[Dataset records]
-- Opening Marker --
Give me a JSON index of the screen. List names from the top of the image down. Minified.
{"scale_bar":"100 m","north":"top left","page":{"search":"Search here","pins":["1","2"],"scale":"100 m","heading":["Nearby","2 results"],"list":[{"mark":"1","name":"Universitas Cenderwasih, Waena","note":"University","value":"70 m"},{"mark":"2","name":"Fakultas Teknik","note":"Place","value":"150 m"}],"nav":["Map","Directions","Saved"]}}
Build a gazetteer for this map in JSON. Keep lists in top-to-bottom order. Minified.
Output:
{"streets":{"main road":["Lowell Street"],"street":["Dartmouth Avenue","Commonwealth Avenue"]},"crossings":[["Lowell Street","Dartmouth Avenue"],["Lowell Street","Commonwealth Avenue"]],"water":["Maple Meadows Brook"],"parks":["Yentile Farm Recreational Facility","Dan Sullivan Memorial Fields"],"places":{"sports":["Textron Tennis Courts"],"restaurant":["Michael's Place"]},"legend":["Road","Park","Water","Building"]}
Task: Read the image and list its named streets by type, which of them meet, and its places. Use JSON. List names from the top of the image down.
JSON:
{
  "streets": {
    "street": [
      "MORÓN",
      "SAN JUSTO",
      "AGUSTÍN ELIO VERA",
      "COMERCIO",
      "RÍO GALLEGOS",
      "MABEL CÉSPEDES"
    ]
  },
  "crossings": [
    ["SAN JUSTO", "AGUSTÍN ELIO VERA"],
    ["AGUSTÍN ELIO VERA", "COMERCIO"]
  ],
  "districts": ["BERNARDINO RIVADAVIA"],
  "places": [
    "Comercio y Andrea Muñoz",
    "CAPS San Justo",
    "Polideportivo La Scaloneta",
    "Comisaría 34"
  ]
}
-- Closing Marker --
### WORK REQUIRED
Lines from the one containing "Task: Read the" through the final line of the entries are the only ones to print, and each must match exactly.

### ANSWER AREA
Task: Read the image and list its named streets by type, which of them meet, and its places. Use JSON. List names from the top of the image down.
JSON:
{
  "streets": {
    "street": [
      "MORÓN",
      "SAN JUSTO",
      "AGUSTÍN ELIO VERA",
      "COMERCIO",
      "RÍO GALLEGOS",
      "MABEL CÉSPEDES"
    ]
  },
  "crossings": [
    ["SAN JUSTO", "AGUSTÍN ELIO VERA"],
    ["AGUSTÍN ELIO VERA", "COMERCIO"]
  ],
  "districts": ["BERNARDINO RIVADAVIA"],
  "places": [
    "Comercio y Andrea Muñoz",
    "CAPS San Justo",
    "Polideportivo La Scaloneta",
    "Comisaría 34"
  ]
}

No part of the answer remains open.